The Labour Party is riven with dissent and tumult.The far left, led by energetic grass-roots Trotskyites, have seized the strings of power. Moderates are on the run -- and a new center party has split off amid the intensest publicity.
Said the establishment figure who edited the London Times for the past 14 years, William Rees-Mogg (he retired March 6) in a long reflective interview with this correspondent:
"A great number of people are dissatisfied with Labour and many with the Conservatives. Both have had their chance to put things right. Instead, things are worse. I think the time has come for the new center party, and I think Shirley Williams could well be the next prime minister.'
I was surprised at the strength of his endorsement. When I sat down later with the immensely likeable and highly intelligent Mrs. Williams (a former minister of prices, and of education, in Labour governments and one of the best-known faces in Britain today, she reached down behind her desk and pulled out 20 of the thousands of letters she has receive since she, with former Foreign Secretary David Owen, former Transport Minister William Rodgers, and former Home Secretary and Chancellor of the Exchequer Roy Jenkins (the "gang of four"), decided to split from Labour and form a new Social Democratic Party.
"Read those," she said with a smile. "They'll tell you what people think. I cannot use individual names, but after going through the stack, I can say that from Lancashire, from South Shields, from Essex, from Staffordshire, from Suffolk, from Wiltshire, from Dundee, Birmingham, Liverpool, Bradrod, hereford, and more, people said they were fed up with traditional politics and wanted Mrs. Williams's own brand of center-left social democracy.
Trim, neat, and decisive, she says the new movement has received about 25,000 messages and a fair amount of money so far. She is buoyed by the support, though she does worry that the two main parties might in time move back toward the center and squeeze the new group out.
Certainly the March 10 budget has increased public unhappiness with Mrs. Thatcher (44 cents more for a gallon of petrol, $2.2 billion a year in revenue from higher alcohol and tobacco prices, even new fares on motorscooters and matches).
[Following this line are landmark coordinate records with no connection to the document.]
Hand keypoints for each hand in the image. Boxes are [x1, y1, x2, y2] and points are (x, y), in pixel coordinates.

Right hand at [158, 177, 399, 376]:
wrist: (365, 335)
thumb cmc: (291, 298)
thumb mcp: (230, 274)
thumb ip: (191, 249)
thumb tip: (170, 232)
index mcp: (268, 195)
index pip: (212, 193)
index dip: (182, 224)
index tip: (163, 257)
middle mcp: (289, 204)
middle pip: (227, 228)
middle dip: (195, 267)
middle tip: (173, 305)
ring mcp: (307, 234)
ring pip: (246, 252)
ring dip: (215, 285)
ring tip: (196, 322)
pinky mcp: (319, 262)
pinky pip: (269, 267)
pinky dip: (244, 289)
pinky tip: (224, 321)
The Henley Poll findings showed a full 62 percent of people saying the country was not well governed, and 26 percent saying it was. Among the poor and the jobless, 70 percent thought the country was poorly run.
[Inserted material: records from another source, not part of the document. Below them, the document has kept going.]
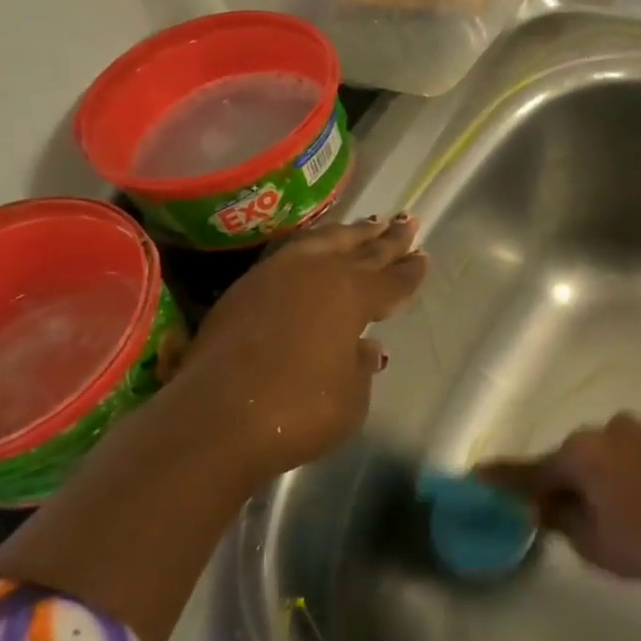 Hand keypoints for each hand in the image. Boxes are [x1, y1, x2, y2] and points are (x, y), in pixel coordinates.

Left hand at [154, 215, 427, 485]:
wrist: (216, 418)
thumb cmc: (300, 410)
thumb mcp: (351, 397)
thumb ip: (361, 366)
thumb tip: (365, 346)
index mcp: (352, 295)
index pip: (391, 281)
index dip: (409, 272)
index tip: (423, 256)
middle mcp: (317, 274)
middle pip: (361, 251)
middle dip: (387, 239)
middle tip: (407, 222)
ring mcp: (276, 276)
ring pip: (322, 242)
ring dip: (348, 234)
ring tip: (366, 224)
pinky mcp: (244, 288)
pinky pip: (291, 253)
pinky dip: (312, 246)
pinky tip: (314, 249)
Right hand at [479, 414, 640, 580]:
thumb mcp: (597, 546)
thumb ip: (563, 522)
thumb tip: (545, 507)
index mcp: (582, 456)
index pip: (531, 470)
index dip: (503, 477)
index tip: (478, 475)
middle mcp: (612, 429)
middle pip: (579, 457)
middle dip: (575, 479)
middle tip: (580, 509)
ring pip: (621, 450)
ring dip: (618, 472)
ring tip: (637, 505)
and in a figure which must worry the ruling conservatives, half of the top income and social levels believed the same: poor government. Of the total sample, only 16 percent thought politicians were in touch with the people.
The press, radio, and television here remain preoccupied with clashes and controversy between government, bosses, and unionists. Even top civil service "boffins" as they are called, sometimes earning more than $50,000 a year, helped launch selective strikes to protest against a government pay offer of 7 percent.
The verdict on the Thatcher years is not yet in. England remains a remarkably and reassuringly civilized place in which to live.Outside the cities, the green and bordered fields are gentle.
Tolerance and civility among and between people are generally high, despite the class system, and the country is a wellspring of new ideas, banking and financial skills, pomp and ceremony (as the wedding of Prince Charles and Lady diana Spencer will demonstrate anew), tradition and sanity.
Compared with New York or Los Angeles, or with Hamburg or Marseilles, London's crime rate looks manageable. Theater, ballet, art, music all remain at world standards despite budgetary cutbacks.
Yet basic changes lie ahead. The country must find new jobs in service industries and in tending superefficient machines, just as the United States has had to do.
It won't be easy. But the dome of St. Paul's continues to attest to a rich and innovative past. Many people around the world who have drawn sustenance from that past hope and pray that Britain will eventually find its way to a new future.